» **Work instructions**: Using the data below, copy each line that includes the word "dead".

[Data for the task Boundary: Start]

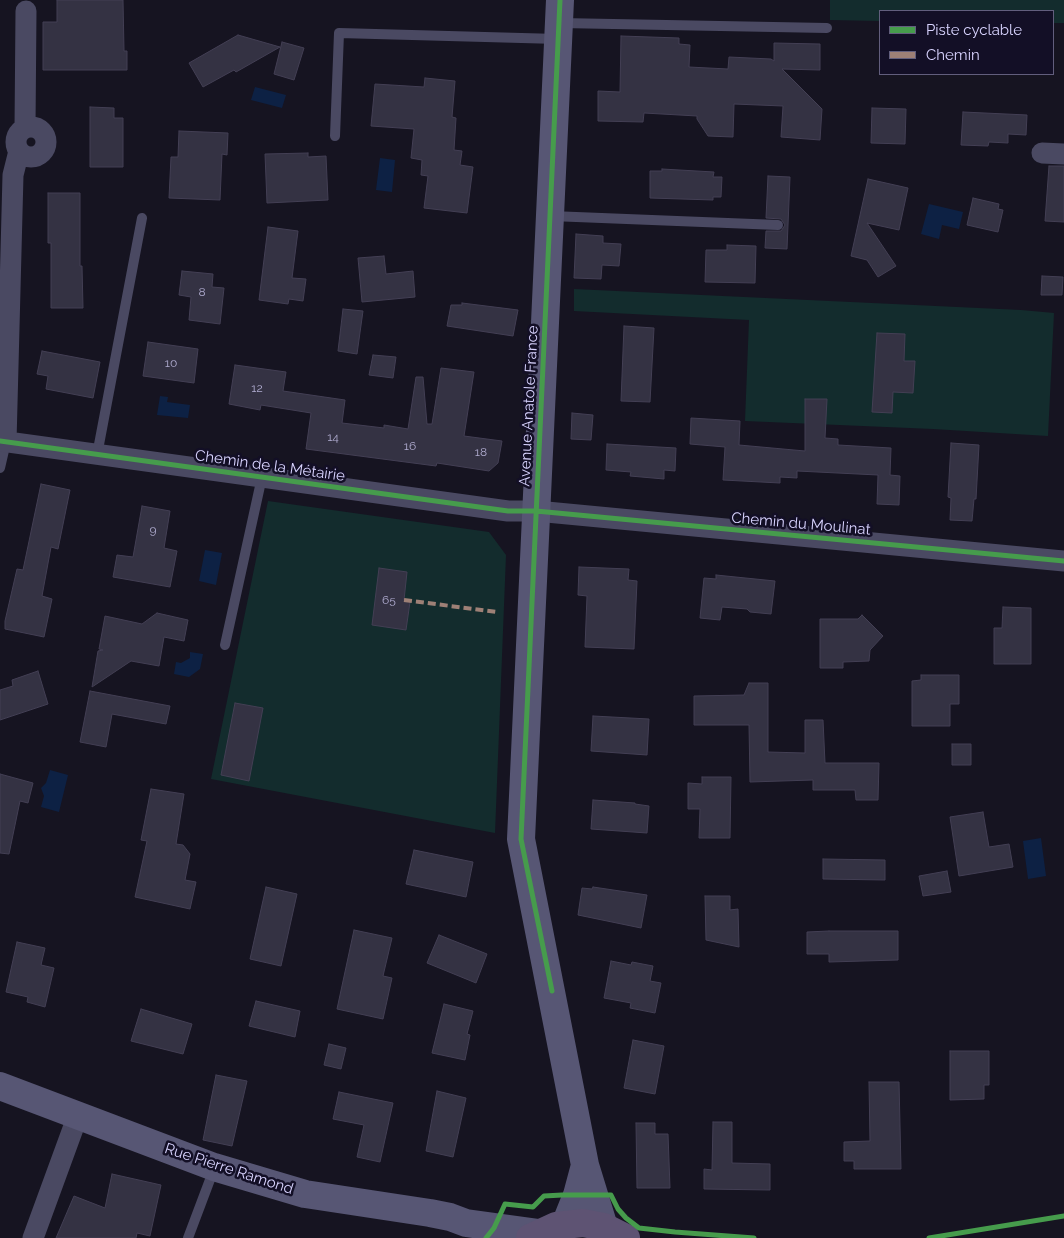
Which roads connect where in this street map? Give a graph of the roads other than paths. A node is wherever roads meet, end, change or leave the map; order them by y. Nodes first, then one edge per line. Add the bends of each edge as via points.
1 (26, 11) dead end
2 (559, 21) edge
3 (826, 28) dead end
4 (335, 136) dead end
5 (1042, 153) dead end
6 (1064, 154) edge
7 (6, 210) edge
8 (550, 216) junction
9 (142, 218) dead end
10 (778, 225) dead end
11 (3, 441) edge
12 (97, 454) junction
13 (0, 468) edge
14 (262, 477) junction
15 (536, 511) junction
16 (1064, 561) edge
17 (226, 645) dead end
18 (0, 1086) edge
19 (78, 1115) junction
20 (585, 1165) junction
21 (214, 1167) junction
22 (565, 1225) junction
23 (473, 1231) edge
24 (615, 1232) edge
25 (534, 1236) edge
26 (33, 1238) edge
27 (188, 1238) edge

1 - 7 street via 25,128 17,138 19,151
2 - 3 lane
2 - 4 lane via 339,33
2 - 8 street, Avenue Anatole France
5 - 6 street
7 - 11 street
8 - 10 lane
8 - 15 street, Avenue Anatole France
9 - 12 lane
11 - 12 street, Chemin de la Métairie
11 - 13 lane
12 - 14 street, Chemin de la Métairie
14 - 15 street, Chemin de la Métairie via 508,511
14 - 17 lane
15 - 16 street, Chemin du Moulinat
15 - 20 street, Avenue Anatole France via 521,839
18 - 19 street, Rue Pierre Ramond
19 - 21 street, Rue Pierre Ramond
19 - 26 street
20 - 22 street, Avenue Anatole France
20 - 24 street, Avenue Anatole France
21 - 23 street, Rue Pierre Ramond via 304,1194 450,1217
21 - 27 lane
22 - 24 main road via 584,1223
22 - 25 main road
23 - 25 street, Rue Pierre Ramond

[Data for the task Boundary: End]

» **Response for this exercise**:
1 (26, 11) dead end
3 (826, 28) dead end
4 (335, 136) dead end
5 (1042, 153) dead end
9 (142, 218) dead end
10 (778, 225) dead end
17 (226, 645) dead end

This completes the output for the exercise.